SZ porównuje sposób działania polskich władz do "efektywności" węgierskiego premiera Viktora Orbana. "Mechanizm był taki sam. Konstytucję, media i kulturę skierowano na tory partii Fidesz. Potem nastąpiła renacjonalizacja ważnych sektorów gospodarki. Jednocześnie ważne gremia i posady obsadzono prorządowymi politykami i menedżerami" - objaśnia sytuację na Węgrzech dziennik. Jednak w opinii gazety "model węgierski" jest "jedyny w swoim rodzaju" i nie do powtórzenia gdzie indziej "Orbanizację społeczeństwa", można by przenieść w całości i na dłuższy czas do innych krajów UE tylko wysokim nakładem kosztów społecznych i za cenę głębokiego przewrotu społecznego" - twierdzi SZ i przypomina, że trzyletnie działania partii Fidesz wywołały demonstracje antyrządowe. Tymczasem "W Polsce nie minęły trzy tygodnie, a już 50 tysięcy rozwścieczonych ludzi zgromadziło się przed Sejmem aby zasygnalizować Jarosławowi Kaczyńskiemu i jego poplecznikom w rządzie, że nie taka była umowa" - objaśnia SZ. Dziennik dodaje, że na wzór Komitetu Obrony Robotników (KOR) działającego w drugiej połowie lat 70. i sprzeciwiającego się polityce PRL-u powstał teraz Komitet Obrony Demokracji (KOD).

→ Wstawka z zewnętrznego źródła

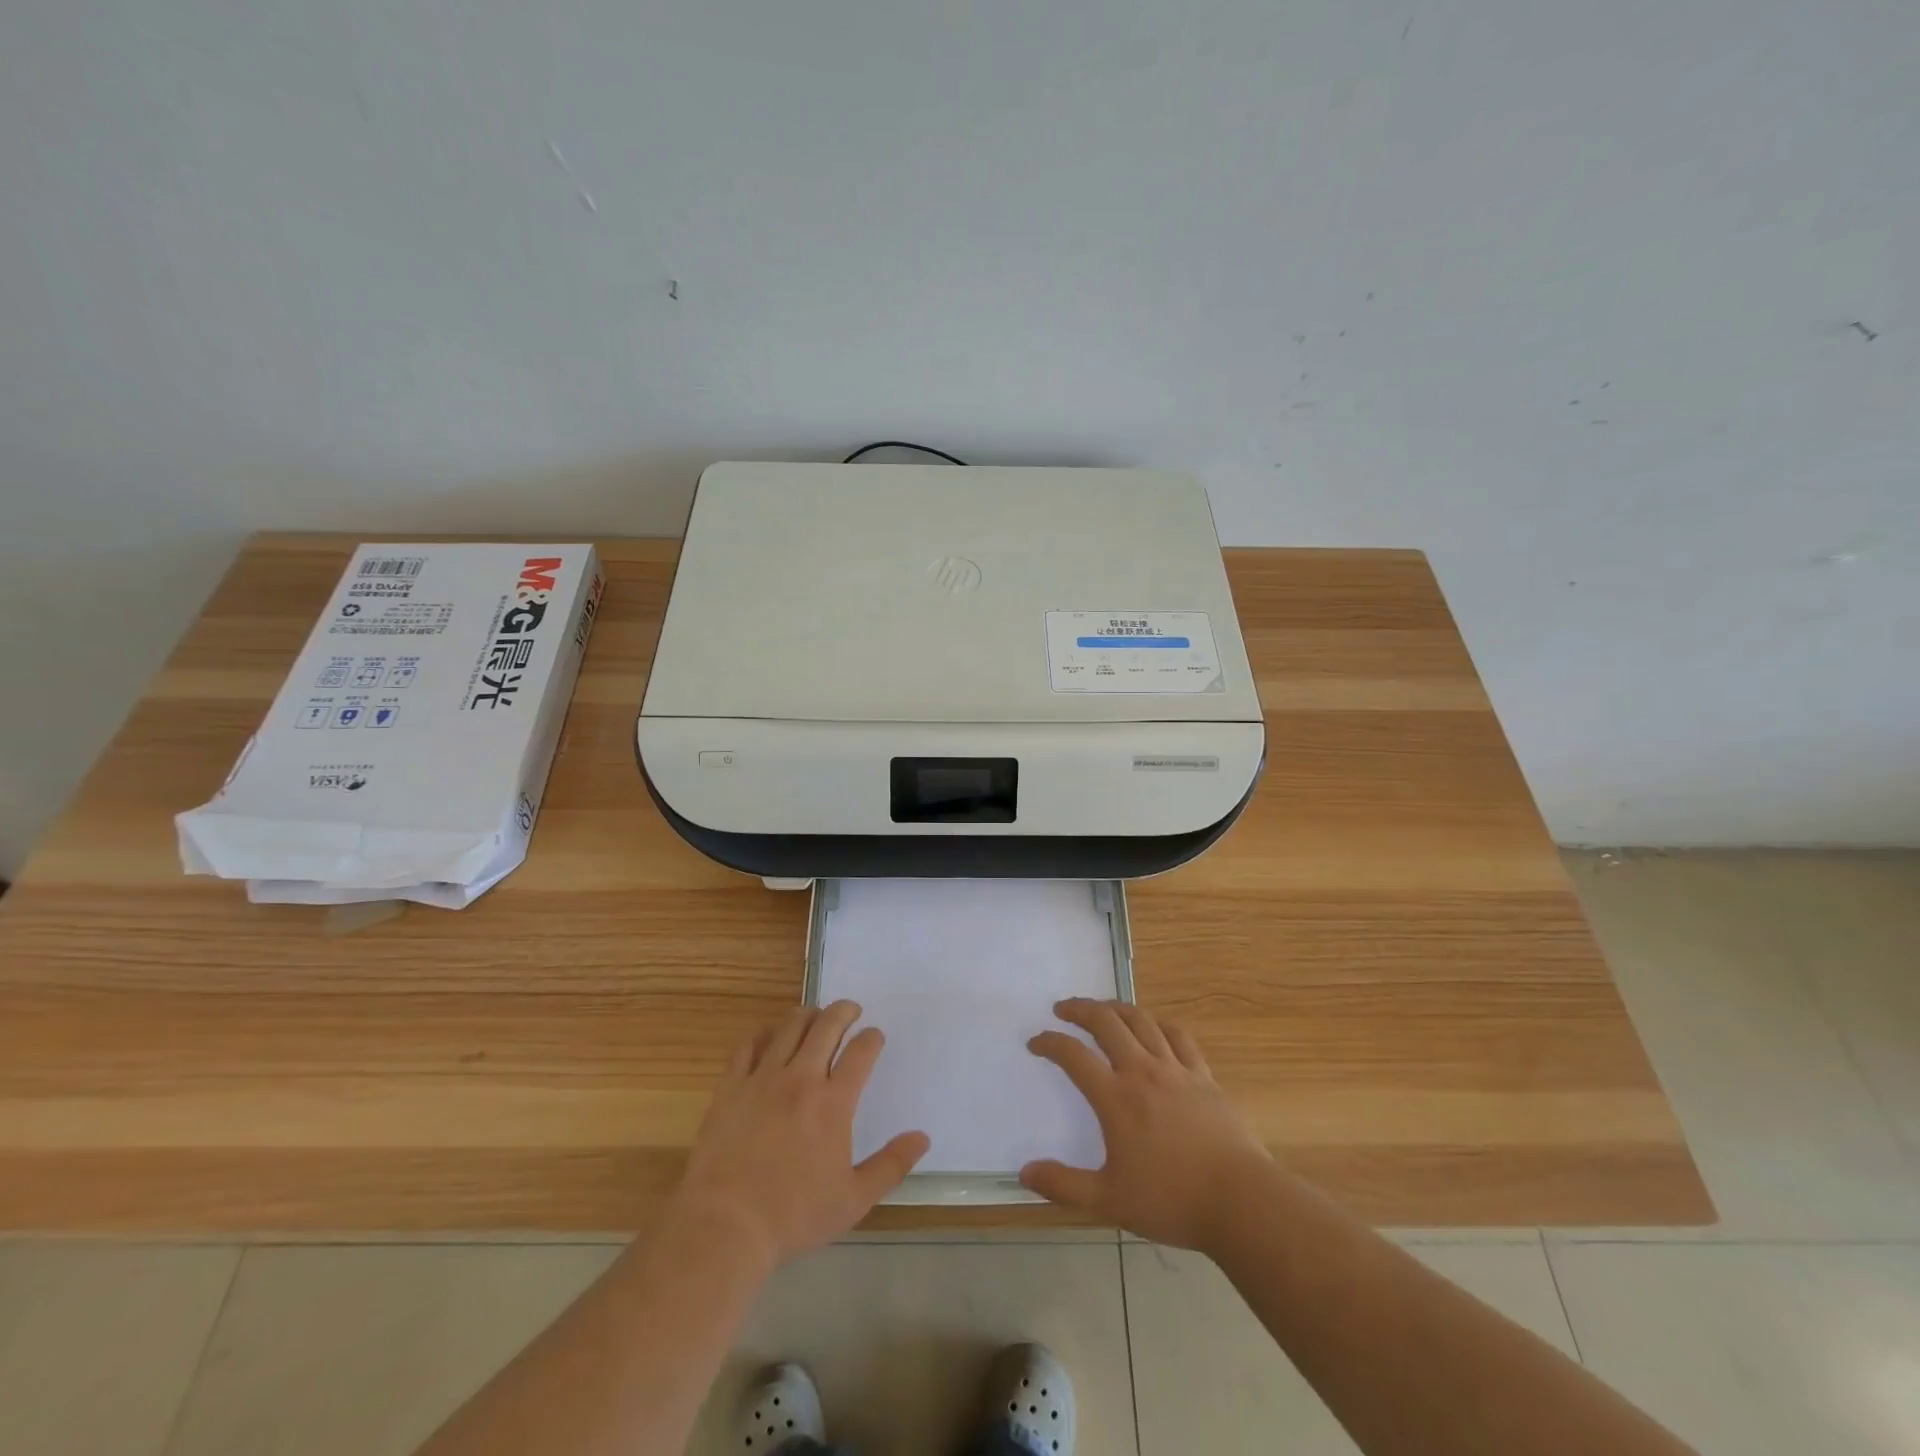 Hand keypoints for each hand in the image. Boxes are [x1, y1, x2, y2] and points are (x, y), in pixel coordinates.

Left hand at [672, 1001, 929, 1270]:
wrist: (726, 1224)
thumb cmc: (794, 1215)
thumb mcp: (853, 1199)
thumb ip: (891, 1165)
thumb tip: (922, 1137)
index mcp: (834, 1102)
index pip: (861, 1052)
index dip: (872, 1038)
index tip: (875, 1036)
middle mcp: (801, 1078)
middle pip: (827, 1026)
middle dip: (844, 1011)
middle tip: (851, 1010)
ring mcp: (763, 1078)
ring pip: (789, 1027)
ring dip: (808, 1015)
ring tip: (815, 1016)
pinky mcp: (732, 1086)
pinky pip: (749, 1045)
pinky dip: (764, 1034)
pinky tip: (769, 1036)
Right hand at [1020, 998, 1271, 1250]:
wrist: (1240, 1201)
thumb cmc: (1171, 1200)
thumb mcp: (1109, 1201)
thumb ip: (1064, 1185)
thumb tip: (1025, 1172)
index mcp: (1115, 1098)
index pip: (1073, 1055)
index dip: (1050, 1043)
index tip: (1036, 1042)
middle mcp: (1141, 1071)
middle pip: (1106, 1022)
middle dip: (1080, 1009)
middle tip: (1063, 1008)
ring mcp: (1175, 1069)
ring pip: (1141, 1020)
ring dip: (1115, 1008)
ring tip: (1102, 1009)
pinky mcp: (1202, 1075)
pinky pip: (1178, 1036)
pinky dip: (1158, 1024)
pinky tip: (1153, 1028) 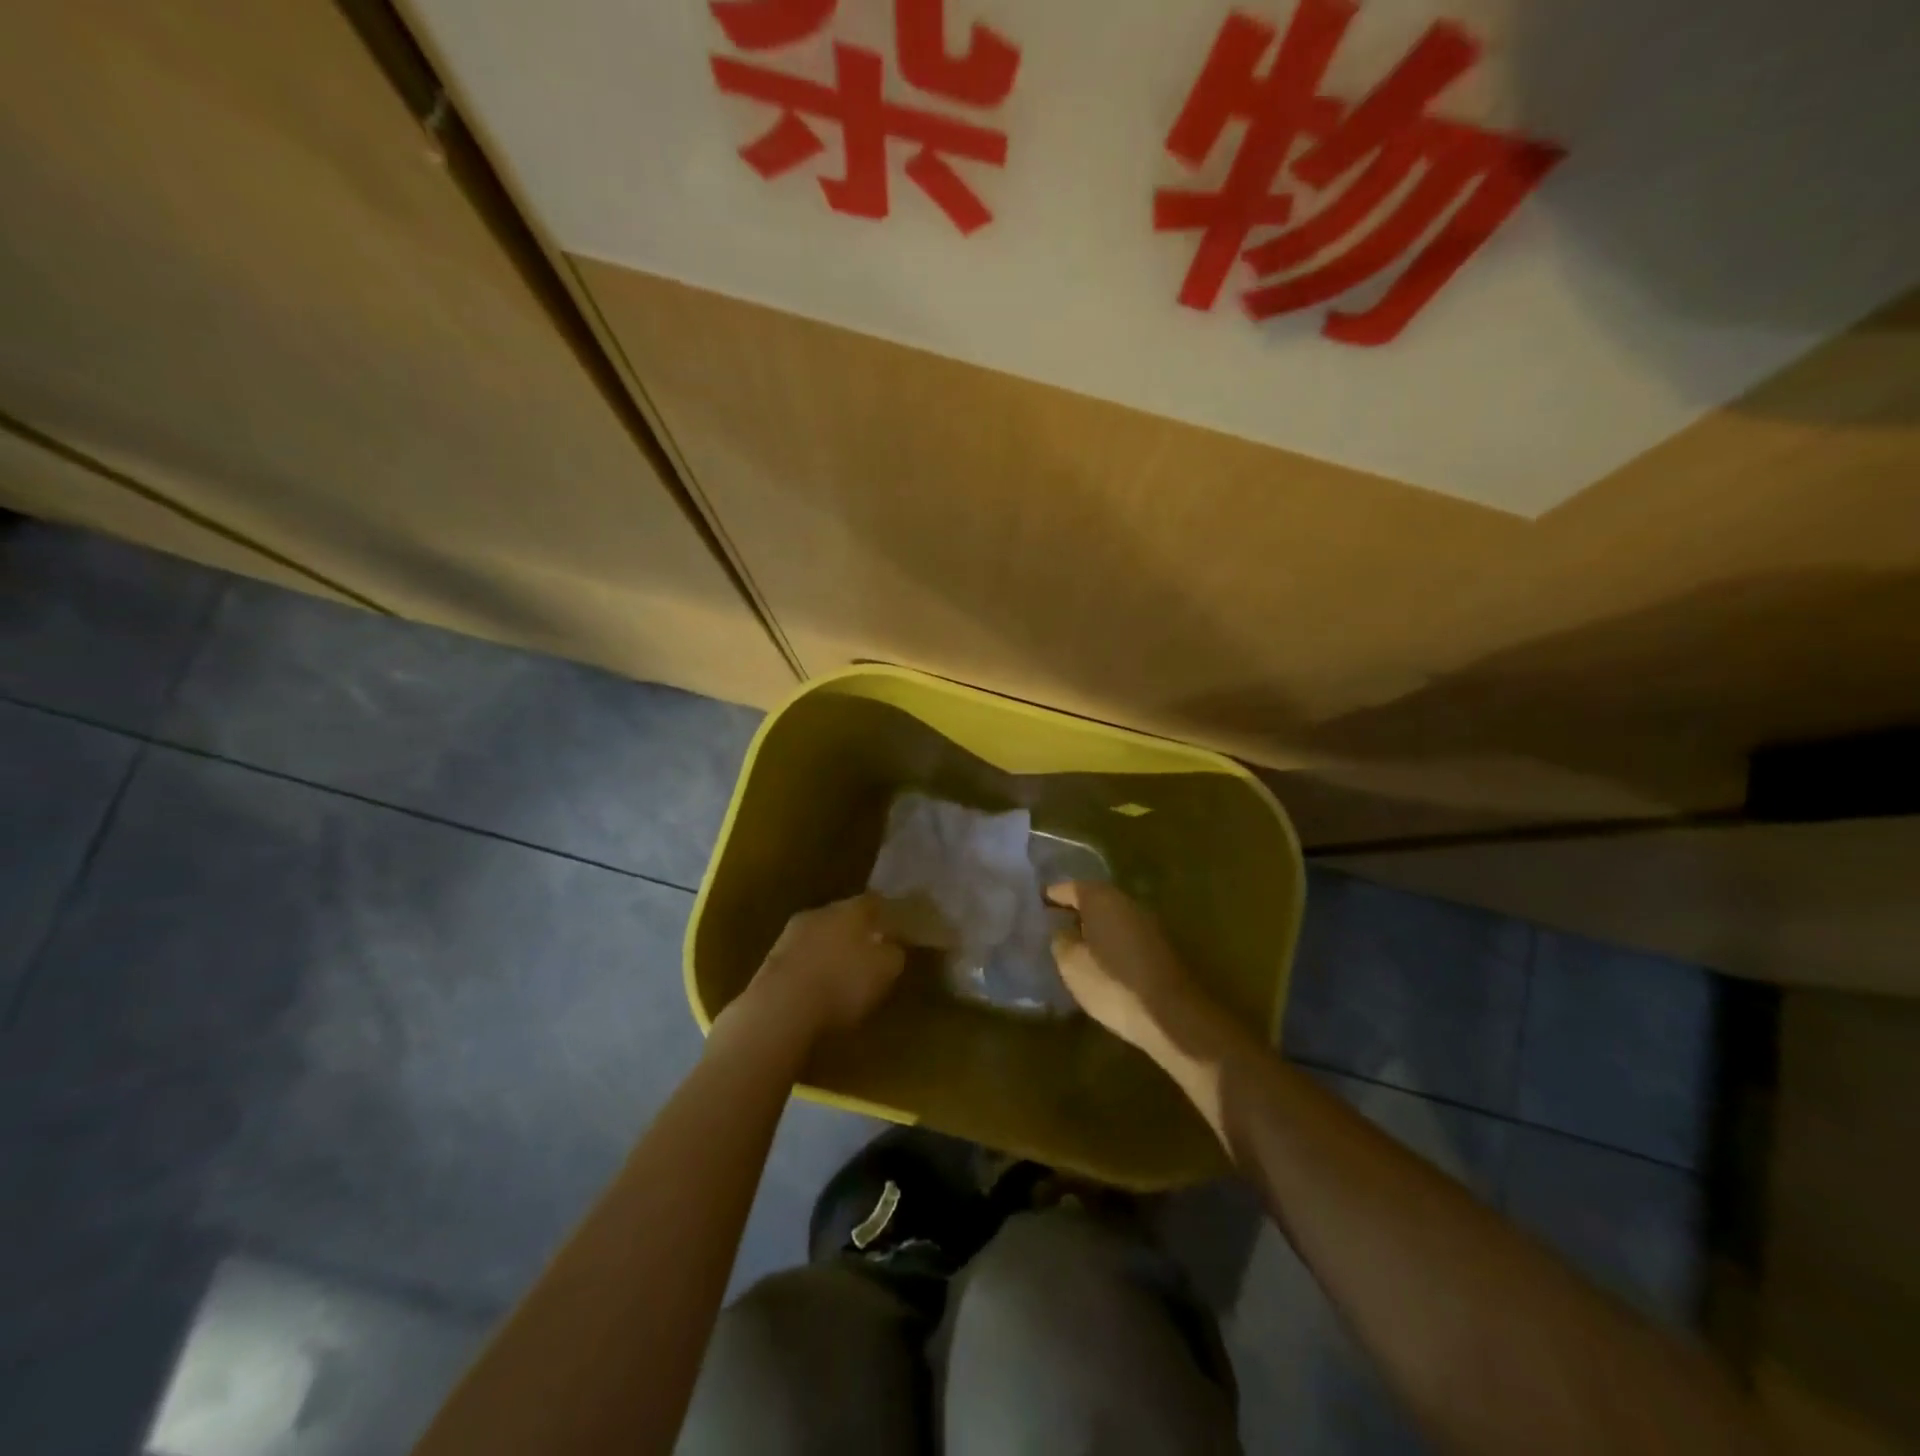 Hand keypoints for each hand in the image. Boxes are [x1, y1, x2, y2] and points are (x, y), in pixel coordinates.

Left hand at [740, 893, 904, 1042]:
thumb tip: (892, 946)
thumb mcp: (886, 970)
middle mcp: (820, 913)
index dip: (885, 913)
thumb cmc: (842, 983)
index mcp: (850, 909)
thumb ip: (894, 953)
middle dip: (855, 931)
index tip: (894, 926)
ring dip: (829, 949)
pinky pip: (800, 958)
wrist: (780, 1008)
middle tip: (868, 949)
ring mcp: (790, 935)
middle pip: (842, 916)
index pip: (872, 901)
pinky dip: (810, 967)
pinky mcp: (771, 961)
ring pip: (818, 935)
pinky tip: (816, 986)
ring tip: (840, 971)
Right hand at [1047, 881, 1207, 1053]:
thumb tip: (1061, 929)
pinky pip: (1124, 935)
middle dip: (1072, 910)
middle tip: (1049, 925)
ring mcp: (1146, 924)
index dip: (1050, 896)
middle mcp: (1125, 902)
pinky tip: (1098, 961)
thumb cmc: (1112, 983)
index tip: (1034, 905)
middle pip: (1093, 899)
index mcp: (1101, 898)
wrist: (1170, 1015)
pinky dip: (1108, 942)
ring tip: (1071, 945)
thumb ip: (1060, 939)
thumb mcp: (1071, 963)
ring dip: (1092, 927)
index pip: (1069, 888)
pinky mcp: (1158, 948)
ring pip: (1110, 918)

Gazeta twierdzi, że nie należy nadużywać porównań między państwami i narodami. Zauważa jednak przy tym, że "Polacy i Węgrzy mają ze sobą mało wspólnego, pominąwszy tęsknotę za silnym przywództwie, izolowanie się od niesprawiedliwości wrogiego świata oraz odmowę mieszania się i dzielenia się z uchodźcami, oraz to, że oba te kraje, jako satelity byłego Związku Radzieckiego, musiały się poddać bolesnemu procesowi ekonomicznego usamodzielnienia, politycznej przebudowy i rozliczenia z przeszłością" - ocenia SZ. Zdaniem dziennika podstawowa różnica polega na tym, że Polacy tworzą "społeczeństwo wysoce upolitycznione, często postrzegane jako mające skłonność do anarchii w państwie, które przez długi czas było pozbawione państwowości. Polacy nie pozwolą odebrać sobie przez rządzącą partię PiS tego, o co było nie było walczyli przez stulecia" - konstatuje dziennik.
FAZ o incydencie w Centrum Kontrwywiadu NATO
Frankfurcki dziennik komentuje nocne wejście urzędników MON i Żandarmerii Wojskowej do Centrum Eksperckiego Kontrwywiadu NATO.
"Kiedy narodowi konserwatyści w Polsce byli jeszcze w opozycji zarzucili rządowi, że nie reprezentuje wystarczająco interesów kraju - pisze "Frankfurter Allgemeine Zeitung". Teraz, kiedy są u władzy, sami pokazują jak się szkodzi interesom Polski".
Ten opiniotwórczy dziennik informuje dalej, że urzędnicy Ministerstwa Obrony Narodowej weszli w nocy z czwartku na piątek do warszawskiego Centrum Eksperckiego Kontrwywiadu NATO. Powodem tego najścia był plan wymiany kierownictwa Centrum. FAZ cytuje słowa MON-u, który tę decyzję określa jako "nic nadzwyczajnego".